### Data for this exercise
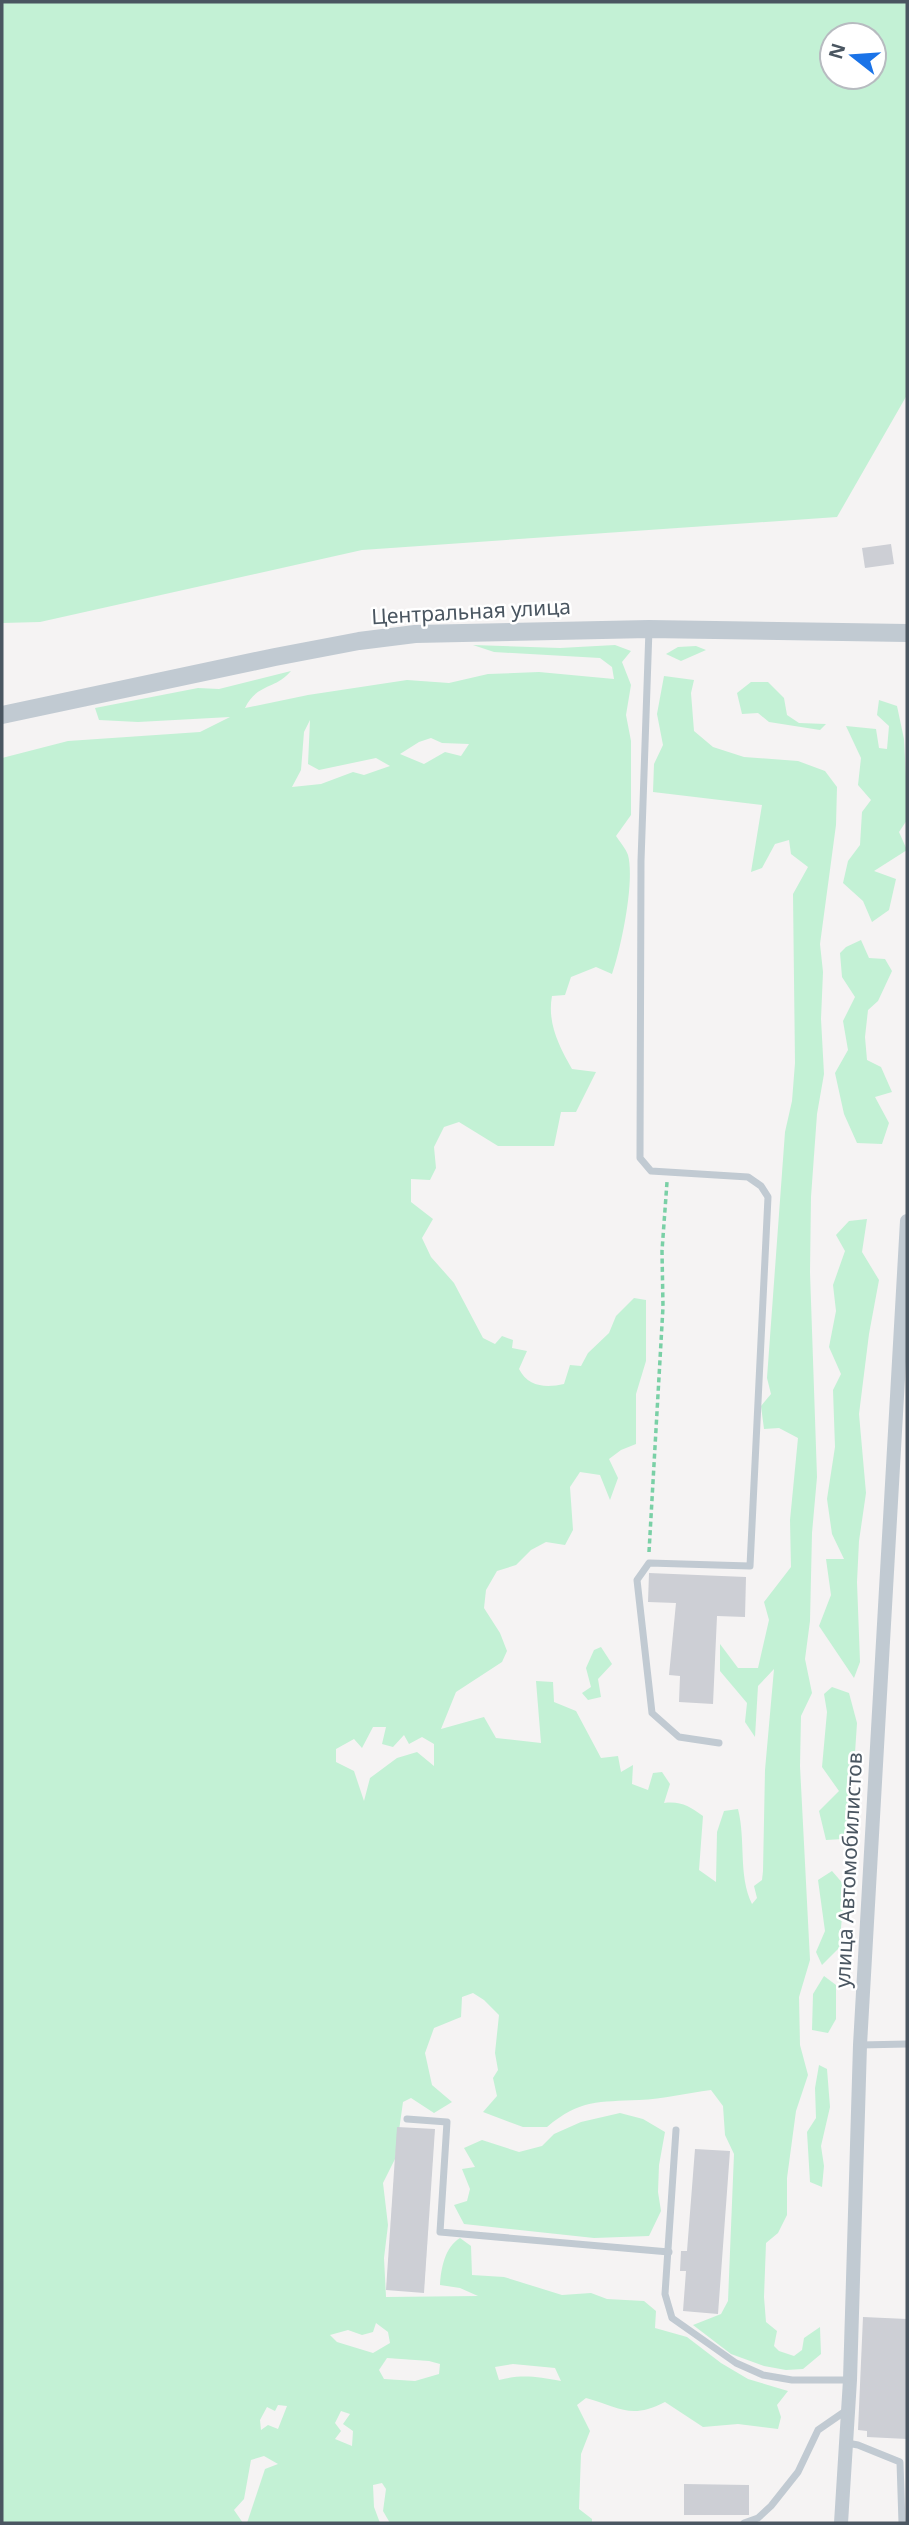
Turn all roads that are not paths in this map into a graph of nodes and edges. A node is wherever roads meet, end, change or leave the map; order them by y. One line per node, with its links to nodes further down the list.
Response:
1 (649, 629): 2 (street, Центральная улица); 3 (street, Центральная улица); 5 (lane)
2 (907, 633)
3 (2, 715)
4 (907, 1220): 7 (street, улица Автомобилистов)
5 (719, 1743)
6 (907, 2044): 7 (lane)
7 (860, 2045): 11 (street, улица Автомобилистов)
8 (407, 2119): 10 (lane)
9 (676, 2130): 10 (lane)
10 (669, 2252): 11 (lane)
11 (850, 2380): 12 (street, улица Автомобилистов)
12 (848, 2410): 13 (street, улица Автомобилистов); 14 (lane)
13 (846, 2443): 16 (street, улица Автомобилистов); 17 (lane)
14 (761, 2521): 15 (lane)
15 (744, 2523)
16 (841, 2523)
17 (902, 2523)

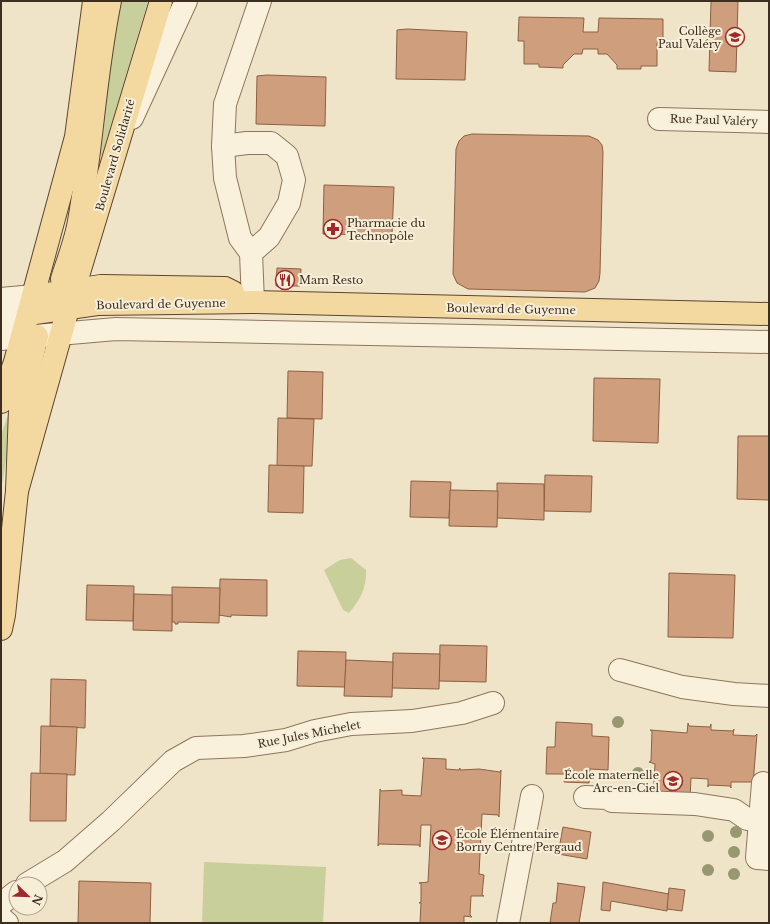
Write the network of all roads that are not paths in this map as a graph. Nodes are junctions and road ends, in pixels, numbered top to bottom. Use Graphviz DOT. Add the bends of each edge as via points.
graph roads {
  1 [pos="94,1"];
  2 [pos="110,1"];
  3 [pos="161,1"];
  4 [pos="186,1"];
  5 [pos="260,1"];
  6 [pos="659,119"];
  7 [pos="769,122"];
  8 [pos="222,146"];
  9 [pos="116,154"];
  10 [pos="251,253"];
  11 [pos="67,297"];
  12 [pos="1,299"];
  13 [pos="253,302"];
  14 [pos="35,307"];
  15 [pos="769,314"];
  16 [pos="1,318"];
  17 [pos="61,334"];
  18 [pos="20,338"];
  19 [pos="769,342"];
  20 [pos="1,402"];
  21 [pos="17,491"];
  22 [pos="1,629"];
  23 [pos="620,670"];
  24 [pos="769,696"];
  25 [pos="493,703"];
  26 [pos="763,783"];
  27 [pos="532,796"];
  28 [pos="586,797"];
  29 [pos="760,821"];
  30 [pos="769,859"];
  31 [pos="40,876"];
  32 [pos="1,918"];
  33 [pos="7,923"];
  34 [pos="508,923"];
  1 -- 14 [label="main road, Boulevard Solidarité" via="76,137"];
  2 -- 11 [label="main road, Boulevard Solidarité" via="101,46 91,141"];
  3 -- 9 [label="main road, Boulevard Solidarité"];
  4 -- 9 [label="street"];
  5 -- 8 [label="street" via="225,104"];
  6 -- 7 [label="street, Rue Paul Valéry"];
  8 -- 10 [label="street" via="225,178 240,238"];
  8 -- 10 [label="street" via="271,143 287,156 294,180 290,203 269,237"];
  9 -- 11 [label="main road, Boulevard Solidarité"];
  10 -- 13 [label="street"];
  11 -- 13 [label="main road, Boulevard de Guyenne" via="97,304"];
  11 -- 14 [label="main road, Boulevard de Guyenne"];
  11 -- 17 [label="main road, Boulevard Solidarité"];
  12 -- 14 [label="street"];
  13 -- 15 [label="main road, Boulevard de Guyenne"];
  14 -- 16 [label="street"];
  14 -- 18 [label="main road, Boulevard Solidarité"];
  17 -- 18 [label="street"];
  17 -- 19 [label="street" via="116,329"];
  17 -- 21 [label="main road, Boulevard Solidarité"];
  18 -- 20 [label="main road, Boulevard Solidarité"];
  18 -- 21 [label="main road, Boulevard Solidarité"];
  21 -- 22 [label="main road, Boulevard Solidarité"];
  23 -- 24 [label="street" via="682,687"];
  25 -- 31 [label="street, Rue Jules Michelet" via="462,713 412,721 351,724 286,740 244,746 196,748 173,761 65,861"];
  26 -- 29 [label="street"];
  27 -- 34 [label="street"];
  28 -- 29 [label="street" via="607,798 612,801 695,804 734,810 747,819"];
  29 -- 30 [label="street" via="757,858"];
  32 -- 33 [label="street"];
}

### Work instructions
Go through the material and copy each line that contains "roads".

### Response to this task
Turn all roads that are not paths in this map into a graph of nodes and edges. A node is wherever roads meet, end, change or leave the map; order them by y. One line per node, with its links to nodes further down the list.
Write the network of all roads that are not paths in this map as a graph. Nodes are junctions and road ends, in pixels, numbered top to bottom. Use Graphviz DOT. Add the bends of each edge as via points.
graph roads {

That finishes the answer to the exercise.